The first example of a violin plot is based on Version 0.0.

# Version 3.0
ggplot(Dt, aes(x = Illness, y = Biomarker)) +
  geom_violin(width = 1, 
              position = position_dodge(0.7)) +                     # each violin has larger size
  geom_boxplot(alpha = 0.7, width = 0.3, 
               position = position_dodge(0.7)) +                    # this size of each box is smaller than a violin
  xlab('Illness Severity') + ylab('Biomarker Level') +
  theme_bw() +                                                      # dark-on-light theme
  theme(panel.border = element_blank(),                             # these four are for the background and grid
        panel.background = element_blank(),                    
        panel.grid.major = element_blank(), 
        panel.grid.minor = element_blank(), 
        axis.line.x = element_line(),                               # these two are for the axis line
        axis.line.y = element_line(),
        axis.text.x = element_text(colour = "black", size = 11),    # there two are for texts in axes
        axis.text.y = element_text(colour = "black", size = 11),
        axis.ticks.x = element_line(),                              # these two are for ticks in axes
        axis.ticks.y = element_line(),
        axis.title.x = element_text(colour = "black", size = 11, face = 'bold', vjust = -1),                              
        axis.title.y = element_text(colour = "black", size = 11, face = 'bold'),
        legend.title = element_text(colour = "black", size = 11, face = 'bold')) 

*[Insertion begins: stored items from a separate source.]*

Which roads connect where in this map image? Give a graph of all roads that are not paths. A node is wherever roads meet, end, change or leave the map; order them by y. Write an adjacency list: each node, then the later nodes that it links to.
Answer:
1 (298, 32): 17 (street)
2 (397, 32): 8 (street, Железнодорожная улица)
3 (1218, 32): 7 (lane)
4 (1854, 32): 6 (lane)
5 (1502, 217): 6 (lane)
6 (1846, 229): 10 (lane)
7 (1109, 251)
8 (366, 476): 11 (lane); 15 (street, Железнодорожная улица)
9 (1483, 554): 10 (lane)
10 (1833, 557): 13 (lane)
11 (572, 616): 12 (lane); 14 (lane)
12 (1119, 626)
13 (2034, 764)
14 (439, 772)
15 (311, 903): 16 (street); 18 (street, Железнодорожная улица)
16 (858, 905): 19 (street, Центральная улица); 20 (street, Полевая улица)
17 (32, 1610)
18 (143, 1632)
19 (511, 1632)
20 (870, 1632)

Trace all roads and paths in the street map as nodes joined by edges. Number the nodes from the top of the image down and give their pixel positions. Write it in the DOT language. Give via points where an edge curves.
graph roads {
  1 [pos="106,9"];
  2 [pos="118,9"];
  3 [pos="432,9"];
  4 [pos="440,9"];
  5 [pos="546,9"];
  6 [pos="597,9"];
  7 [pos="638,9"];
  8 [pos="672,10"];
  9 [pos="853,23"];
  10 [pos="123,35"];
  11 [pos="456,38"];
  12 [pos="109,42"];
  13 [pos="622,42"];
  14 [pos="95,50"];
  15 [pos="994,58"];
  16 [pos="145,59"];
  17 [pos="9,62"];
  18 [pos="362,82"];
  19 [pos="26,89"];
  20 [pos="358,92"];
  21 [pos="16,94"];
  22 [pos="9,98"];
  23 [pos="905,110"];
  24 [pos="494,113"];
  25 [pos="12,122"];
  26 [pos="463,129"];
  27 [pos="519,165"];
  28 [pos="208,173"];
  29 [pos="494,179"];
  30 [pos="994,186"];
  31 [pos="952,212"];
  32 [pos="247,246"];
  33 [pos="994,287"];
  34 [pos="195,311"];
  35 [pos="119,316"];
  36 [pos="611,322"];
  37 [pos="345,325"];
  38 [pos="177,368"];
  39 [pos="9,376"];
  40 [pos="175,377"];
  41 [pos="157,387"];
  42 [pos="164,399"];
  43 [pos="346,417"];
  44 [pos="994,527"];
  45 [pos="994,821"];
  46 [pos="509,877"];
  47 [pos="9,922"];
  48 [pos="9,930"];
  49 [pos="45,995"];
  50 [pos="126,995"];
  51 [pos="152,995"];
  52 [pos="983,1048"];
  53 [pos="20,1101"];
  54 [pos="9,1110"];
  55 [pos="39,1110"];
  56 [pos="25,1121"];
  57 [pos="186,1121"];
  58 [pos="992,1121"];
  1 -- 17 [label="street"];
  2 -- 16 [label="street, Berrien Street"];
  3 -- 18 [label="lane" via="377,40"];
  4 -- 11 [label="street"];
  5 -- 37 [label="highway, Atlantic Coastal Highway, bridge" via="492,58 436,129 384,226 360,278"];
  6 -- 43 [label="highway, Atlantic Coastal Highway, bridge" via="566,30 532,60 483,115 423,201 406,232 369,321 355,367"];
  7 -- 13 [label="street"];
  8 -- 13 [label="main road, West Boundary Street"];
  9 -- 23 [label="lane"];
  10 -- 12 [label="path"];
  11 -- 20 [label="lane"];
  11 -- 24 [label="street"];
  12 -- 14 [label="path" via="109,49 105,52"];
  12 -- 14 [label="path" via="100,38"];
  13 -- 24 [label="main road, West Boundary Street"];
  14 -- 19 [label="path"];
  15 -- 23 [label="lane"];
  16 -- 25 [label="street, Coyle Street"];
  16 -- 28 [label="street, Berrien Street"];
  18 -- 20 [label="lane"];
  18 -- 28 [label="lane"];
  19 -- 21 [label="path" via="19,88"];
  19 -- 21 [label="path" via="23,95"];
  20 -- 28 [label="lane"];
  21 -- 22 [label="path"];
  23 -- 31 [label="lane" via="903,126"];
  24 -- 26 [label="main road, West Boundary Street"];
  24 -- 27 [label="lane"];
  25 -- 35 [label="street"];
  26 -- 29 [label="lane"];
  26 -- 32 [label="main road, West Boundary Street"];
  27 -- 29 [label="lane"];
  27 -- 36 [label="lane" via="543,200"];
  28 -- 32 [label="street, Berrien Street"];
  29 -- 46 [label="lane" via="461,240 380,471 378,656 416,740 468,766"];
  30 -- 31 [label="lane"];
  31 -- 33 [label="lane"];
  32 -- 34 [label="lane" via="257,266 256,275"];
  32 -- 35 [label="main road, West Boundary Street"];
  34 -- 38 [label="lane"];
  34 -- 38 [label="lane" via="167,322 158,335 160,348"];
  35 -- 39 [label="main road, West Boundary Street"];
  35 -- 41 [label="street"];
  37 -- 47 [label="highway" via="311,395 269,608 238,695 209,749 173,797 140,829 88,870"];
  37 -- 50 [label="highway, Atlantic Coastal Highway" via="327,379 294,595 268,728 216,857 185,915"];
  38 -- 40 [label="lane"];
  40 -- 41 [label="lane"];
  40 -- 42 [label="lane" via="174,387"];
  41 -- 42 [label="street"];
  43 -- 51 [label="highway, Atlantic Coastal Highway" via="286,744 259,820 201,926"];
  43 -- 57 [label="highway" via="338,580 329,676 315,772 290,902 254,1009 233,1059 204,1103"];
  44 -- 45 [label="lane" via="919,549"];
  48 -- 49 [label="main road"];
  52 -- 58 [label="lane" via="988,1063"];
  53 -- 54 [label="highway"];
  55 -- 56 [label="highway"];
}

The second example of a violin plot is based on Version 2.0. Due to the overlapped of violins and boxes, we need to adjust their overlapped position and we will use one more arguments in both geom_violin() and geom_boxplot()position. We will set position = position_dodge() and pass any some numerical values into position_dodge(). position_dodge() is used to control the horizontal distance between two groups. Finally, we need to make sure geom_violin() and geom_boxplot() share the same position.

# Version 4.0
ggplot(Dt, aes(x = Illness, y = Biomarker, fill = Sex)) +
  geom_violin(aes(fill = Sex), width = 1, alpha = 0.5,
              position = position_dodge(1)) +     
  geom_boxplot(aes(fill = Sex), alpha = 0.5, width = 0.1, 
               position = position_dodge(1)) +                     
  stat_compare_means(aes(group = Sex),                              # 'group = Sex' choose groups for comparison
                     method = 'wilcox.test',                        # we use wilcox test for comparison
                     label = 'p.format', 
                     vjust = -0.65) +
  scale_fill_manual(values = Col) +                                 # use preselected color
  xlab('Illness Severity') + ylab('Biomarker Level') +
  theme_bw() +                                                      # dark-on-light theme
  theme(panel.border = element_blank(),                             # these four are for the background and grid
        panel.background = element_blank(),                    
        panel.grid.major = element_blank(), 
        panel.grid.minor = element_blank(), 
        axis.line.x = element_line(),                               # these two are for the axis line
        axis.line.y = element_line(),
        axis.text.x = element_text(colour = "black", size = 11),    # there two are for texts in axes
        axis.text.y = element_text(colour = "black", size = 11),
        axis.ticks.x = element_line(),                              # these two are for ticks in axes
        axis.ticks.y = element_line(),
        axis.title.x = element_text(colour = "black", size = 11, face = 'bold', vjust = -1),                              
        axis.title.y = element_text(colour = "black", size = 11, face = 'bold'),
        legend.title = element_text(colour = "black", size = 11, face = 'bold')) 

Eventually, we can get a fancy violin plot with a plain box plot and hypothesis testing! We can also make them horizontally and this just need to exchange a variable in X-axis with a variable in Y-axis as well.

In here, we just provide two types of combination of plots so it is very possible that people can combine box/violin plots with other plots (e.g. points, bars, etc.).